**YOUR ASSIGNMENT:**
Return, from the material below, each line in which the word "main" is present.

********

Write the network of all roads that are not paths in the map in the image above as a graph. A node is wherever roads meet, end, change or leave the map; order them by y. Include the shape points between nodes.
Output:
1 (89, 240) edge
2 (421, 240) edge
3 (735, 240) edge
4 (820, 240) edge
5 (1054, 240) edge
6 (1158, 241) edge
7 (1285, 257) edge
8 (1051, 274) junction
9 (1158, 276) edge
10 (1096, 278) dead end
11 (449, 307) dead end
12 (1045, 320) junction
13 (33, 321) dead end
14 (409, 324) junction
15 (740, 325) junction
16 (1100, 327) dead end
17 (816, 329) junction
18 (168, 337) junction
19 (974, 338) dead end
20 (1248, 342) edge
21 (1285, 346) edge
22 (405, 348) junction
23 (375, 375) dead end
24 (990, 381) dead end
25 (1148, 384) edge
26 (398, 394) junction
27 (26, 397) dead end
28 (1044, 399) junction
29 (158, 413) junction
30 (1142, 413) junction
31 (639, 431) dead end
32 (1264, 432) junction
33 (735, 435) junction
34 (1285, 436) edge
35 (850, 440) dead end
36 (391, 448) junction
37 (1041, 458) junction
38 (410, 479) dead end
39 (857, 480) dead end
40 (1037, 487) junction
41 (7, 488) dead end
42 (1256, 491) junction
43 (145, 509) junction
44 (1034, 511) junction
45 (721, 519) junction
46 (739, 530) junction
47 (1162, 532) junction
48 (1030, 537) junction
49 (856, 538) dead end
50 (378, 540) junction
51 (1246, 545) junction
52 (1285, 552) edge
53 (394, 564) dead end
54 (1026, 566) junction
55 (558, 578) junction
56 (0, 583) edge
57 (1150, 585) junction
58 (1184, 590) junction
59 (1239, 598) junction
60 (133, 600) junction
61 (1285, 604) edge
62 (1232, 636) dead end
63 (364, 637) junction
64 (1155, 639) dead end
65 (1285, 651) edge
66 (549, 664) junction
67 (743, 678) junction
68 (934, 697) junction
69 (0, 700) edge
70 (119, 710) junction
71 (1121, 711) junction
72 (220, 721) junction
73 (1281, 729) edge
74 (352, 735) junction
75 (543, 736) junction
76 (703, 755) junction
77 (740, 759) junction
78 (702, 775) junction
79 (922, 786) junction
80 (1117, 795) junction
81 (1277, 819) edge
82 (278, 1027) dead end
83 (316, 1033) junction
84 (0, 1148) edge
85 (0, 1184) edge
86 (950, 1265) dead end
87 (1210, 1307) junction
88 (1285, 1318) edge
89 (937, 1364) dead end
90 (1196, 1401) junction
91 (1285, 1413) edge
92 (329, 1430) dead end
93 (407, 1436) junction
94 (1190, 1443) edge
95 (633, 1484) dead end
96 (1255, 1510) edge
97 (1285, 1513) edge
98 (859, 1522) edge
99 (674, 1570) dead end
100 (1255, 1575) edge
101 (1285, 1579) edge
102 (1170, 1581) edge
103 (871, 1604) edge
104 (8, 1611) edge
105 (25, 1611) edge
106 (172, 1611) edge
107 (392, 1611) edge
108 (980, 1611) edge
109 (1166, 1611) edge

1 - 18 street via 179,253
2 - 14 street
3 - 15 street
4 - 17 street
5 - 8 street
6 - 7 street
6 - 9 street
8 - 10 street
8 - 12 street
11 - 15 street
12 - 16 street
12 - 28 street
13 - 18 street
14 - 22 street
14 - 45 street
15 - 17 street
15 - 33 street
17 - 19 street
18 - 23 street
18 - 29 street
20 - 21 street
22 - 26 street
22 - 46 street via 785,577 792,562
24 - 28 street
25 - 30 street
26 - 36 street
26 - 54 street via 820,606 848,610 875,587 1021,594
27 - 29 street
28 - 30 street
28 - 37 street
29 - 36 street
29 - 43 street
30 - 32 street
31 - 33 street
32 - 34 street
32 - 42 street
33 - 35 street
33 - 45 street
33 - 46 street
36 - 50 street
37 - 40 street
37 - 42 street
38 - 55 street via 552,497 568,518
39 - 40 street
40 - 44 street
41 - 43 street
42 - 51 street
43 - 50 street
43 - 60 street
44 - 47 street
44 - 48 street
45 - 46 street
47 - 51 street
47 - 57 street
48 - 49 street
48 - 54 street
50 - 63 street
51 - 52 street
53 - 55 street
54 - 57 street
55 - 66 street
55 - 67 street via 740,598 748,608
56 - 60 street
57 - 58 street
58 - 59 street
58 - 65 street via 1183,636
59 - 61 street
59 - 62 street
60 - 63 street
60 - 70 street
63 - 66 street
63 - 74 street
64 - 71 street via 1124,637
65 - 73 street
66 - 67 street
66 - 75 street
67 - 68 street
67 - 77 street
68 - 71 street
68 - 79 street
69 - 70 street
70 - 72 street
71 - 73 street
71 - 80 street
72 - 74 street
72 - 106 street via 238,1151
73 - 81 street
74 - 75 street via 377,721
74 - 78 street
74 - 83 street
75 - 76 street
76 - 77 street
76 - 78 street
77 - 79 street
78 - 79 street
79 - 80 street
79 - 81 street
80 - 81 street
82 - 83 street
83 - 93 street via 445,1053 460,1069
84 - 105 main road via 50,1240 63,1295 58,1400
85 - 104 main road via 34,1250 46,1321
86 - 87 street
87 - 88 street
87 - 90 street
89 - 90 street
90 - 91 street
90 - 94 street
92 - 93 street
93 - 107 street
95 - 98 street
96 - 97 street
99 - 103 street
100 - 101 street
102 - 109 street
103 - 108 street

********

**TASK RESULT:**
84 - 105 main road via 50,1240 63,1295 58,1400
85 - 104 main road via 34,1250 46,1321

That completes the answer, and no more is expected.